CUDA kernel crash very occasionally when MPI.jl is just loaded

Title: Feedback Needed on [CUDA kernel crash very occasionally when MPI.jl is just loaded.] (GitHub Issue #2429)

Hello Julia community,

I have encountered an issue “CUDA.jl kernel crash very occasionally when MPI.jl is just loaded.” and have reported it on GitHub.
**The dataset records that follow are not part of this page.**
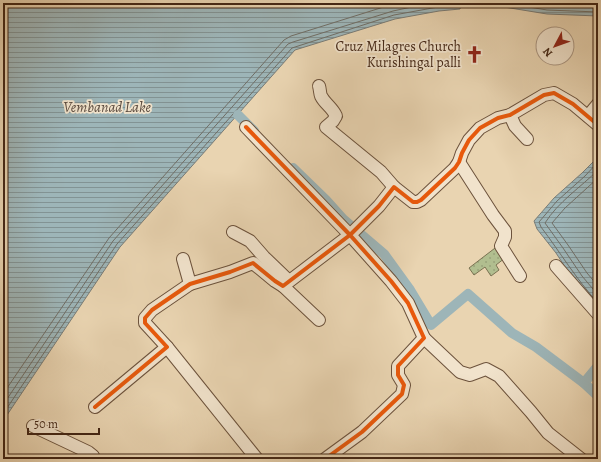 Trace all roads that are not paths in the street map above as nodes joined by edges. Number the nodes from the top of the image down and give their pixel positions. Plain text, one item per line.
1 (319, 86) dead end
2 (598, 104) edge
3 (510, 114) junction
4 (588, 116) junction
5 (598, 125) edge
6 (246, 127) dead end
7 (527, 139) dead end
8 (459, 162) junction
9 (394, 187) junction
10 (233, 232) dead end
11 (354, 232) junction
12 (183, 258) dead end
13 (556, 266) dead end
14 (520, 276) dead end
15 (286, 283) junction
16 (190, 284) junction
17 (598, 314) edge
18 (319, 320) dead end
19 (424, 338) junction
20 (167, 347) junction
21 (95, 407) dead end
22 (34, 426) dead end
23 (94, 459) edge
24 (257, 459) edge
25 (325, 459) edge
26 (581, 459) edge

1 - 9 street
2 - 4 street
3 - 4 street
3 - 7 street
3 - 8 street
4 - 5 street
6 - 11 street
8 - 9 street
8 - 14 street
9 - 11 street
10 - 15 street
11 - 15 street
11 - 19 street
12 - 16 street
13 - 17 street
15 - 16 street
15 - 18 street
16 - 20 street
19 - 25 street
19 - 26 street
20 - 21 street
20 - 24 street
22 - 23 street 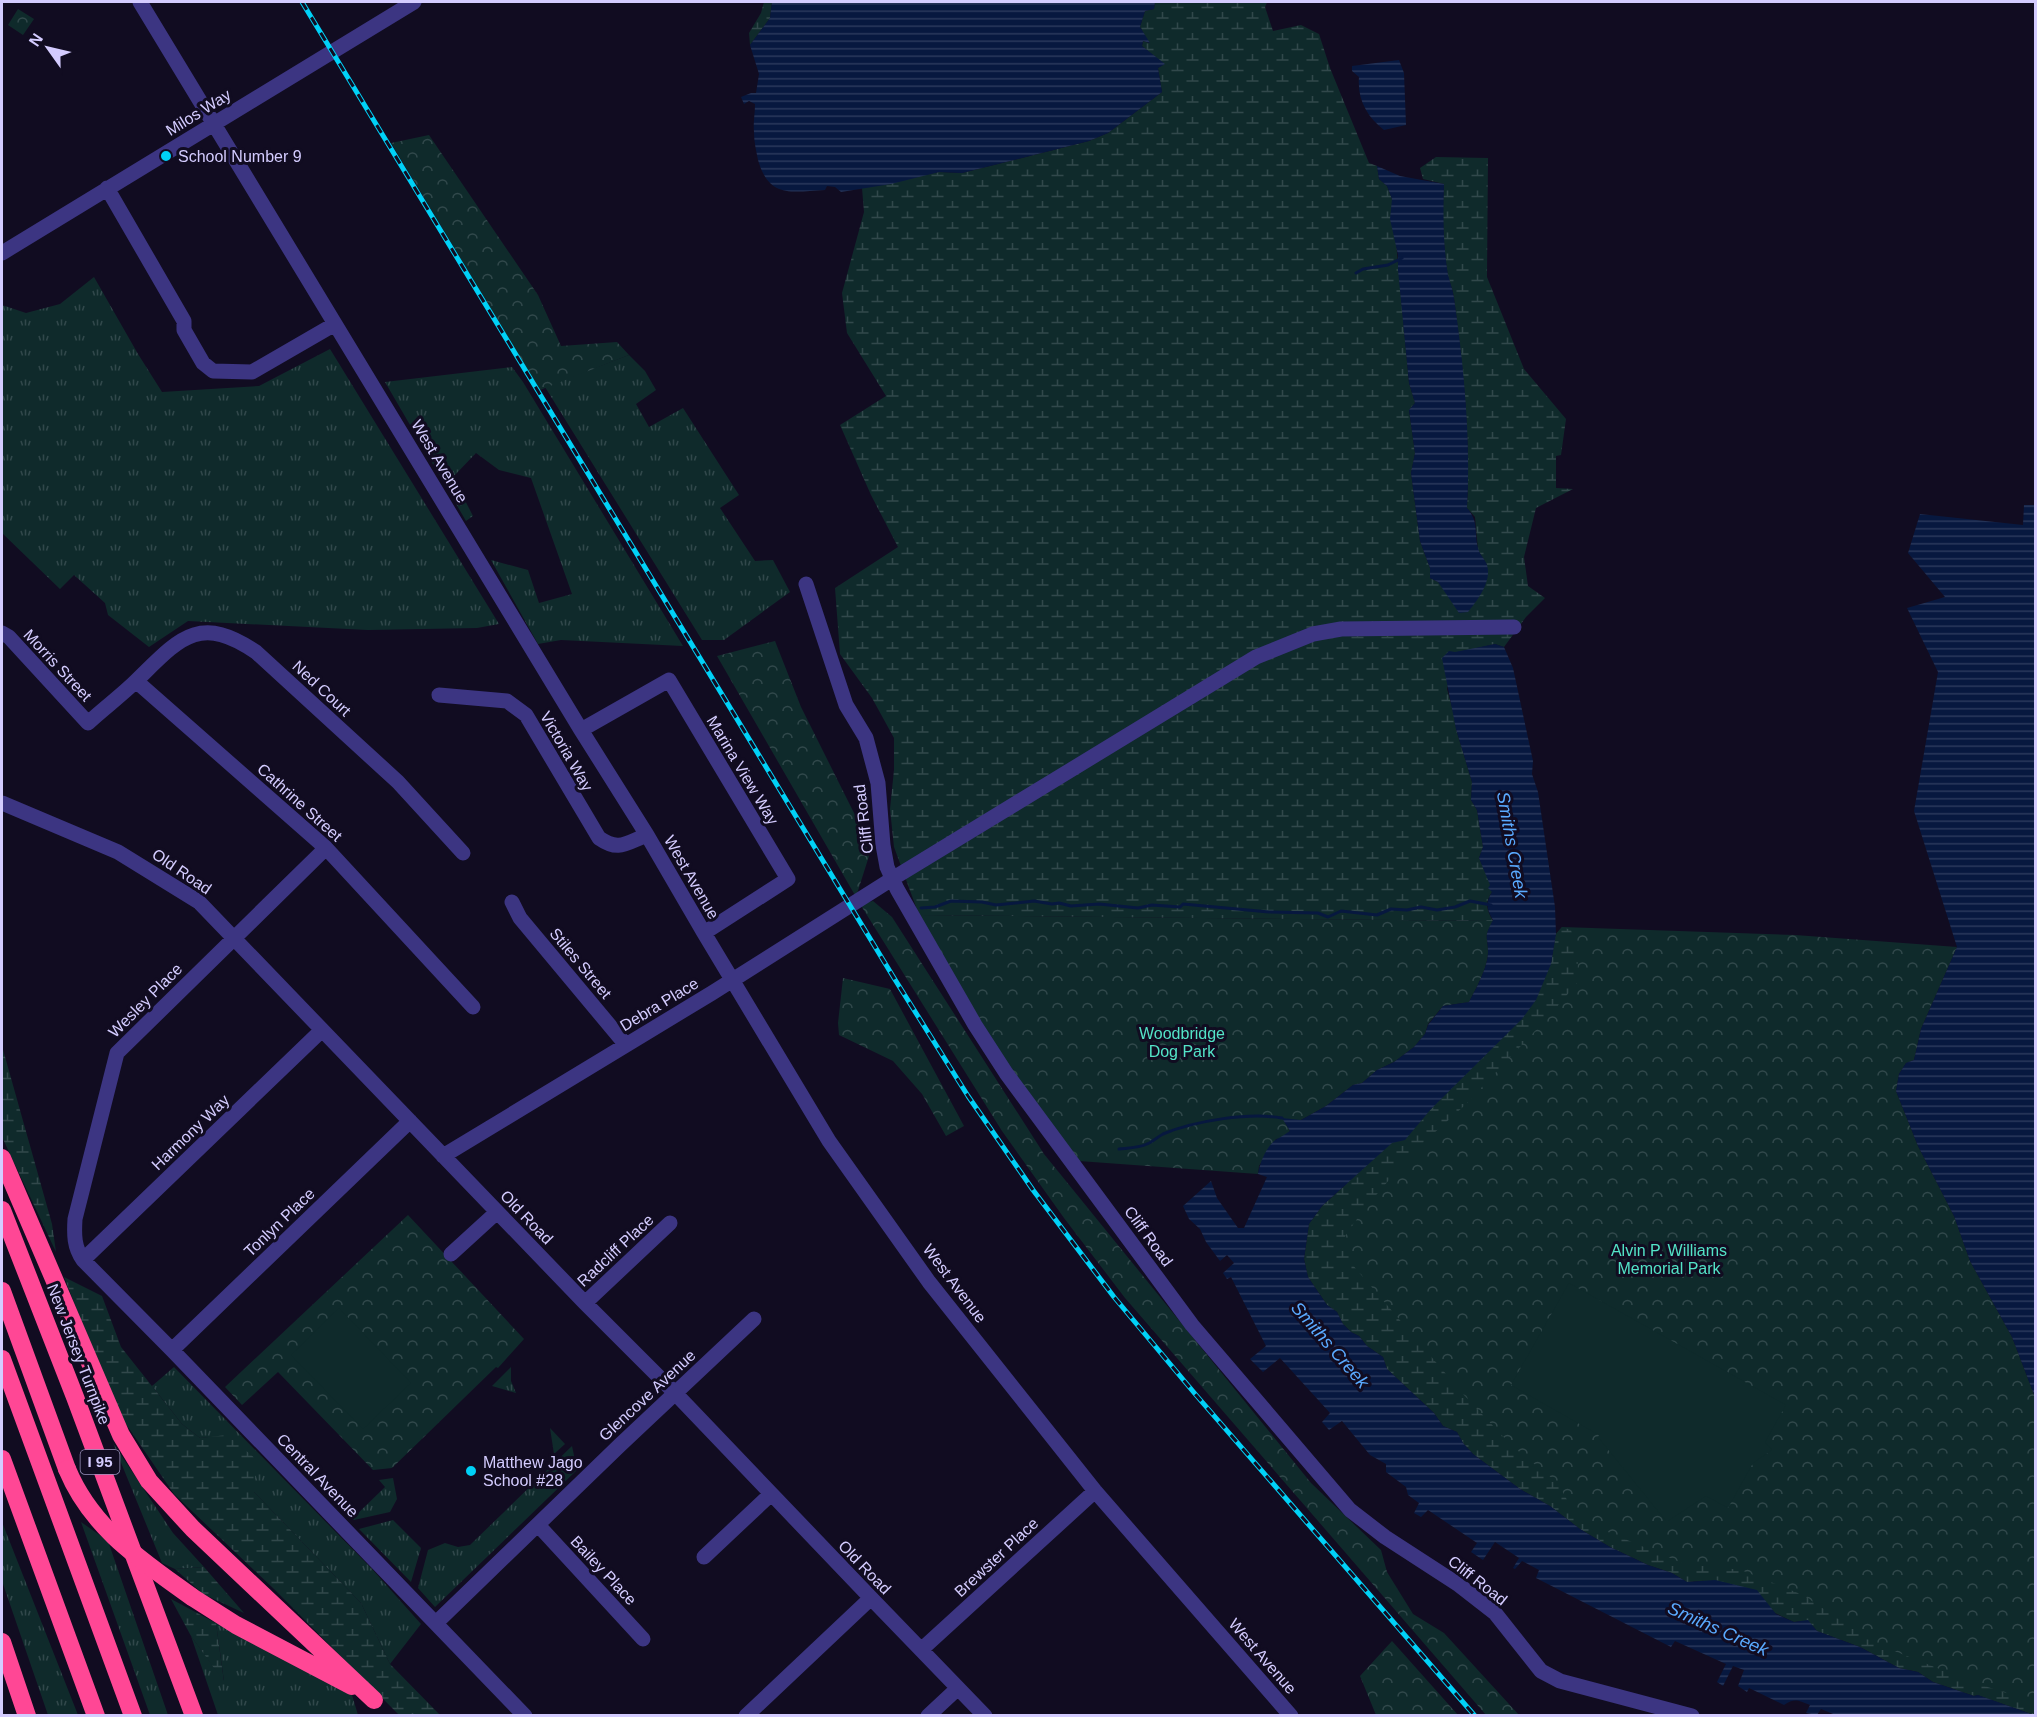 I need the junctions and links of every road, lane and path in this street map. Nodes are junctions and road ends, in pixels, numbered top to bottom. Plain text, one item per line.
1 (140, 2) edge
2 (414, 2) edge
3 (214, 124) junction
4 (107, 189) junction
5 (2, 253) edge
6 (335, 324) junction
7 (806, 584) dead end
8 (1514, 627) dead end
9 (2, 633) edge
10 (136, 681) junction
11 (439, 695) dead end
12 (581, 730) junction
13 (2, 803) edge
14 (647, 835) junction
15 (326, 848) junction
16 (463, 854) dead end
17 (892, 879) junction
18 (512, 902) dead end
19 (704, 933) junction
20 (233, 938) junction
21 (733, 980) junction
22 (473, 1007) dead end
23 (322, 1030) junction
24 (626, 1045) junction
25 (410, 1121) junction
26 (443, 1156) junction
27 (2, 1158) edge
28 (2, 1210) edge
29 (497, 1212) junction
30 (670, 1223) dead end
31 (451, 1254) dead end
32 (83, 1260) junction
33 (2, 1291) edge
34 (585, 1303) junction
35 (754, 1319) dead end
36 (172, 1350) junction
37 (2, 1359) edge
38 (675, 1393) junction
39 (2, 1459) edge
40 (1095, 1491) junction
41 (771, 1494) junction
42 (538, 1525) junction
43 (704, 1557) dead end
44 (871, 1598) junction
45 (436, 1623) junction
46 (643, 1639) dead end
47 (2, 1642) edge
48 (921, 1650) junction
49 (958, 1688) junction
50 (1666, 1711) edge
51 (27, 1716) edge
52 (96, 1716) edge
53 (133, 1716) edge
54 (194, 1716) edge
55 (525, 1716) edge
56 (746, 1716) edge
57 (928, 1716) edge
58 (985, 1716) edge
59 (1291, 1716) edge
60 (1692, 1716) edge

1 - 3 street, West Avenue
2 - 3 street, Milos Way
3 - 4 street, Milos Way
3 - 6 street, West Avenue
4 - 5 street, Milos Way
4 - 6 street
6 - 12 street, West Avenue
7 - 17 street, Cliff Road
8 - 17 street, Debra Place
9 - 10 street, Morris Street
10 - 15 street, Cathrine Street
10 - 16 street, Ned Court
11 - 14 street, Victoria Way
12 - 14 street, West Avenue
12 - 19 street, Marina View Way
13 - 20 street, Old Road
14 - 19 street, West Avenue
15 - 20 street, Wesley Place
15 - 22 street, Cathrine Street
17 - 21 street, Debra Place
17 - 50 street, Cliff Road
18 - 24 street, Stiles Street
19 - 21 street, West Avenue
20 - 23 street, Old Road
20 - 32 street, Wesley Place
21 - 24 street, Debra Place
21 - 40 street, West Avenue
23 - 25 street, Old Road
23 - 32 street, Harmony Way
24 - 26 street, Debra Place
25 - 26 street, Old Road
25 - 36 street, Tonlyn Place
26 - 29 street, Old Road
27 - 33 highway, bridge
28 - 54 highway, New Jersey Turnpike / I 95
29 - 31 street
29 - 34 street, Old Road
30 - 34 street, Radcliff Place
32 - 36 street, Central Avenue
34 - 38 street, Old Road
35 - 38 street, Glencove Avenue
36 - 45 street, Central Avenue
37 - 53 highway
38 - 41 street, Old Road
38 - 42 street, Glencove Avenue
39 - 52 highway
40 - 48 street, Brewster Place
40 - 59 street, West Avenue
41 - 43 street
41 - 44 street, Old Road
42 - 45 street, Glencove Avenue
42 - 46 street, Bailey Place
44 - 48 street, Old Road
44 - 56 street
45 - 55 street, Central Avenue
47 - 51 highway
48 - 49 street, Old Road
49 - 57 street
49 - 58 street, Old Road
50 - 60 street, Cliff Road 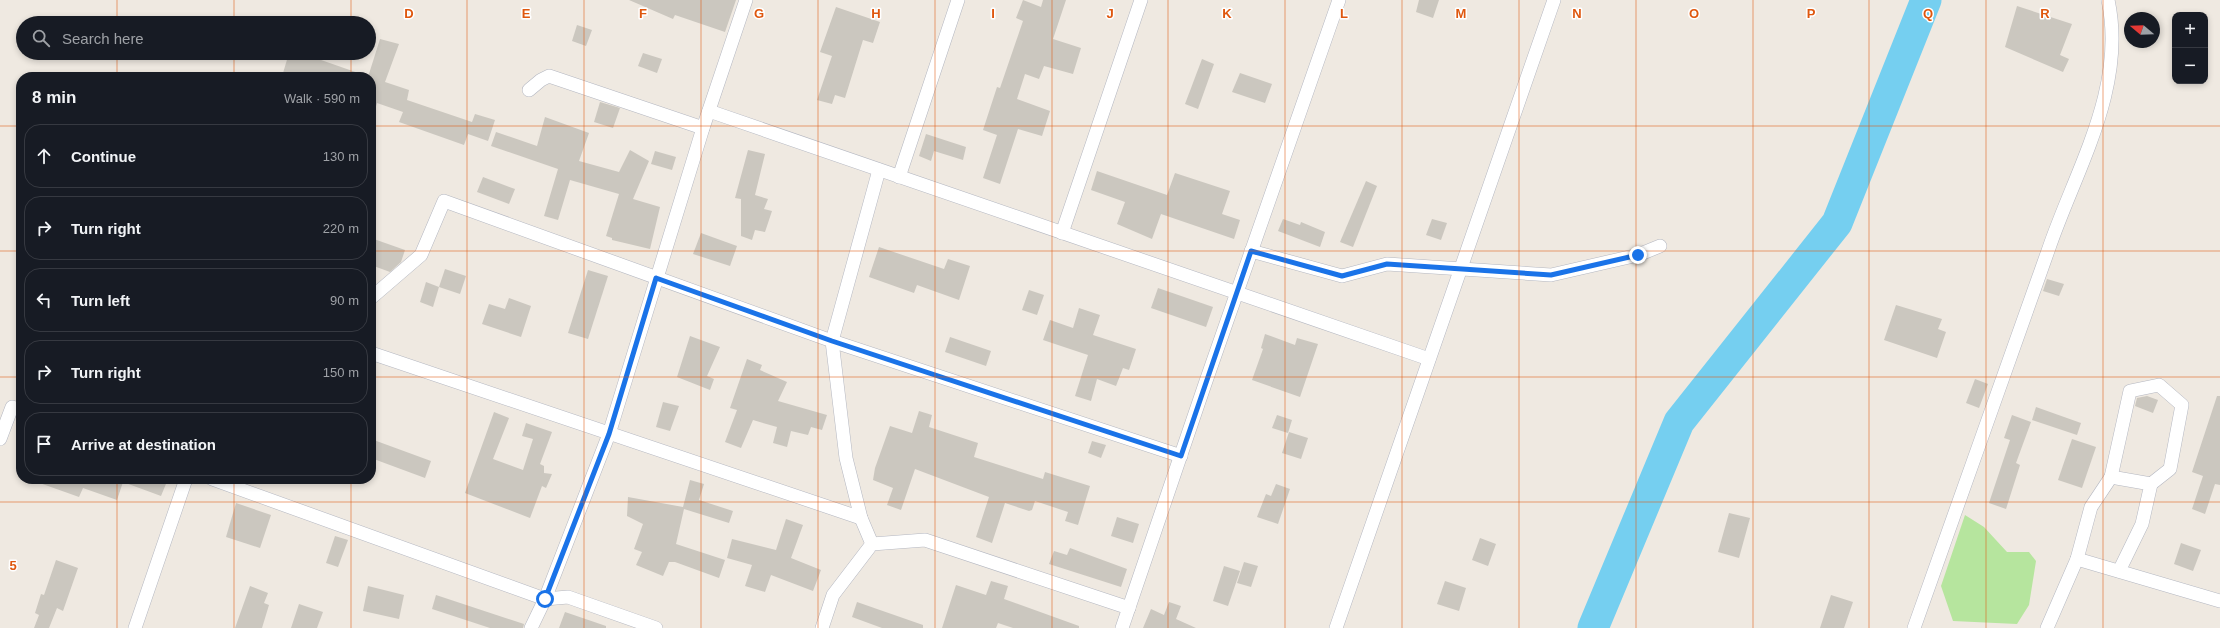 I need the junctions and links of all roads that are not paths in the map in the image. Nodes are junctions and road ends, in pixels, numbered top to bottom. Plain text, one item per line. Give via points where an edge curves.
1 (746, 0) edge
2 (958, 0) edge
3 (1141, 0) edge
4 (1339, 0) edge
5 (1554, 0) edge
6 (2108, 0) edge
7 (529, 90) dead end
8 (709, 111) junction
9 (703, 128) junction
10 (879, 170) junction
11 (899, 177) junction
12 (1062, 233) junction
13 (1660, 246) dead end
14 (1251, 251) junction
15 (1460, 270) junction
16 (656, 278) junction
17 (1236, 293) junction
18 (376, 294) edge
19 (832, 341) junction
20 (376, 355) edge
21 (1429, 360) junction
22 (16, 408) edge
23 (609, 434) junction
24 (0, 439) edge
25 (1181, 456) junction
26 (2111, 477) junction
27 (184, 484) edge
28 (239, 484) edge
29 (2151, 484) junction
30 (861, 518) junction
31 (872, 544) junction
32 (2077, 558) junction
33 (2119, 571) junction
34 (545, 599) junction
35 (2220, 601) edge
36 (1129, 608) junction
37 (135, 628) edge
38 (531, 628) edge
39 (656, 628) edge
40 (822, 628) edge
41 (1122, 628) edge
42 (1336, 628) edge
43 (1914, 628) edge
44 (2047, 628) edge

1 - 8 street
2 - 11 street
3 - 12 street
4 - 14 street
5 - 15 street
6 - 43 street via 2112,23 2111,64 2089,146 2052,240
7 - 9 street via 549,76
8 - 9 street
8 - 10 street
9 - 16 street
10 - 11 street
10 - 19 street
11 - 12 street
12 - 17 street
13 - 15 street via 1638,255 1551,275
14 - 15 street via 1342,276 1387,264
14 - 17 street
15 - 21 street
16 - 18 street via 444,201 421,255
16 - 19 street
16 - 23 street
17 - 21 street
17 - 25 street
19 - 25 street
19 - 30 street via 846,458
20 - 23 street
21 - 42 street
22 - 24 street via 12,407
23 - 30 street
23 - 34 street
25 - 36 street
26 - 29 street
26 - 29 street via 2130,391 2158,385 2182,405 2170,469
26 - 32 street via 2090,507
27 - 37 street
28 - 34 street
29 - 33 street via 2142,524
30 - 31 street
31 - 36 street via 925,540
31 - 40 street via 833,595
32 - 33 street
32 - 44 street
33 - 35 street
34 - 38 street
34 - 39 street via 568,597
36 - 41 street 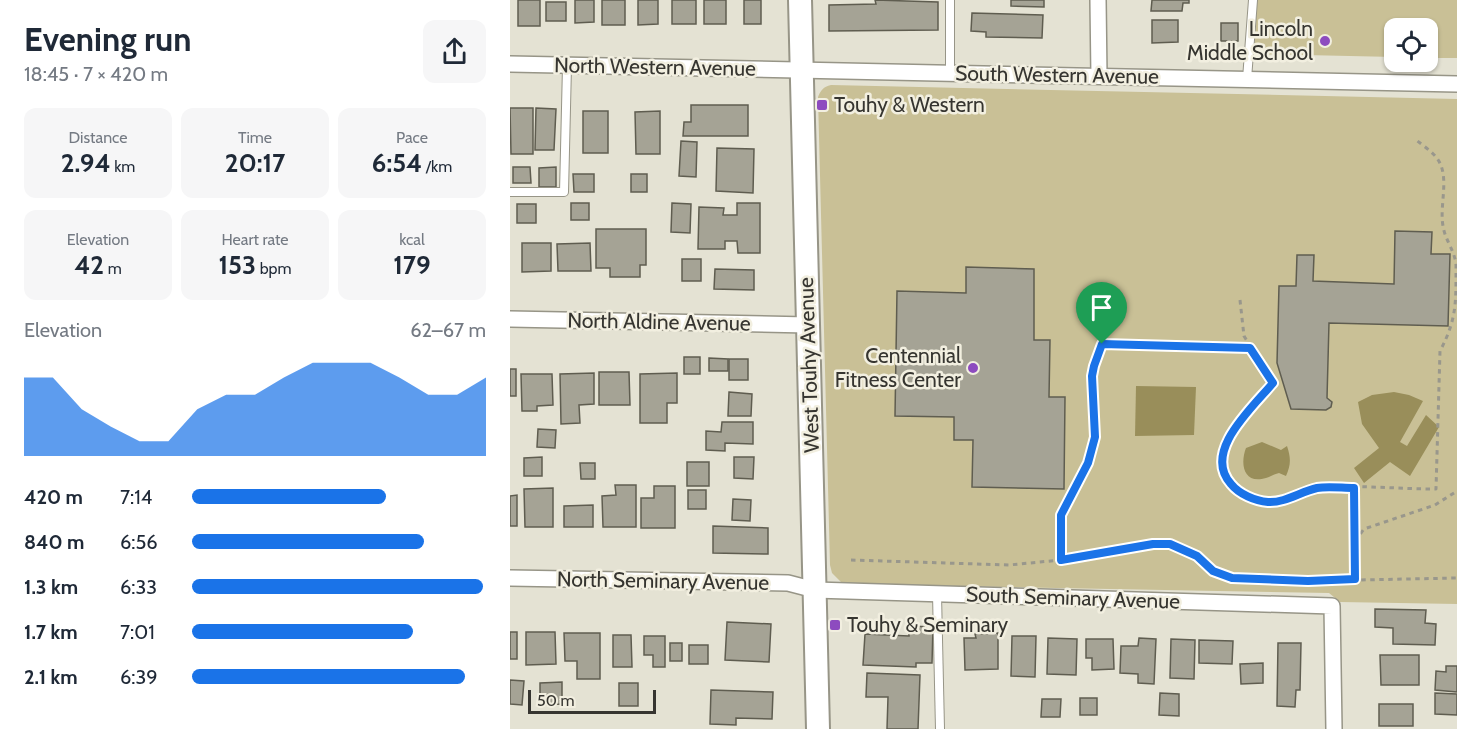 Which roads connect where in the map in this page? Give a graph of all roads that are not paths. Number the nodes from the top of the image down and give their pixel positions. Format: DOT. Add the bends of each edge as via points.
graph roads {
  1 [pos="800,0"];
  2 [pos="950,0"];
  3 [pos="1098,0"];
  4 [pos="1253,0"];
  5 [pos="510,64"];
  6 [pos="567,66"];
  7 [pos="801,70"];
  8 [pos="951,73"];
  9 [pos="1099,76"];
  10 [pos="1247,79"];
  11 [pos="1457,84"];
  12 [pos="510,192"];
  13 [pos="510,319"];
  14 [pos="808,325"];
  15 [pos="510,578"];
  16 [pos="815,590"];
  17 [pos="937,594"];
  18 [pos="818,729"];
  19 [pos="940,729"];
  20 [pos="1334,729"];
  1 -- 7 [label="main road, West Touhy Avenue"];
  2 -- 8 [label="lane"];
  3 -- 9 [label="street"];
  4 -- 10 [label="lane"];
  5 -- 6 [label="street, North Western Avenue"];
  6 -- 7 [label="street, North Western Avenue"];
  6 -- 12 [label="lane" via="564,192"];
  7 -- 8 [label="street, South Western Avenue"];
  7 -- 14 [label="main road, West Touhy Avenue"];
  8 -- 9 [label="street, South Western Avenue"];
  9 -- 10 [label="street, South Western Avenue"];
  10 -- 11 [label="street, South Western Avenue"];
  13 -- 14 [label="street, North Aldine Avenue"];
  14 -- 16 [label="main road, West Touhy Avenue"];
  15 -- 16 [label="street, North Seminary Avenue" via="788,583"];
  16 -- 17 [label="street, South Seminary Avenue"];
  16 -- 18 [label="main road, West Touhy Avenue"];
  17 -- 19 [label="lane"];
  17 -- 20 [label="street, South Seminary Avenue" via="1332,606"];
}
GitHub Issue Link: GitHub Issue #2429

Reproduce:

You may need to install MPI and run

julia --project -e 'using Pkg; Pkg.add(["CUDA", "MPIPreferences", "MPI"]); using MPIPreferences; MPIPreferences.use_system_binary()'

You can run this code to reproduce.

using CUDA
using MPI
MPI.versioninfo()

f(i) = i^2
a = CUDA.zeros(Float64, 128^3)

function test(a)
    X = range(0, 1, length(a))

    function _kern()
        idx = (blockIdx().x - 1) * blockDim().x + threadIdx().x - 1

        stx = gridDim().x * blockDim().x

        i = idx + 1
        while i <= length(a)
            a[i] = f(i) * X[i]
            i += stx
        end
        return nothing
    end

    kern = @cuda launch = false _kern()
    config = launch_configuration(kern.fun)
    threads = config.threads
    size = length(a)
    blocks = cld.(size, threads)
    CUDA.@sync kern(; threads, blocks)
end

for i in 1:1000000
    @show i
    test(a)
end

Purpose:

I am posting this here to get additional feedback and insights from the community. Any suggestions, potential workarounds, or similar experiences would be greatly appreciated.

Thank you for your help!

Best regards.

Please don’t triple-post. Most of us read Github and Discourse and it is not beneficial to bifurcate the discussions into three places.

Let’s use CUDA kernel very occasionally crash when MPI.jl (only when I use local binary.) is loaded. · Issue #846 · JuliaParallel/MPI.jl · GitHub as the primary touchpoint.

I apologize I did not know the manner. Thank you. I will close this topic.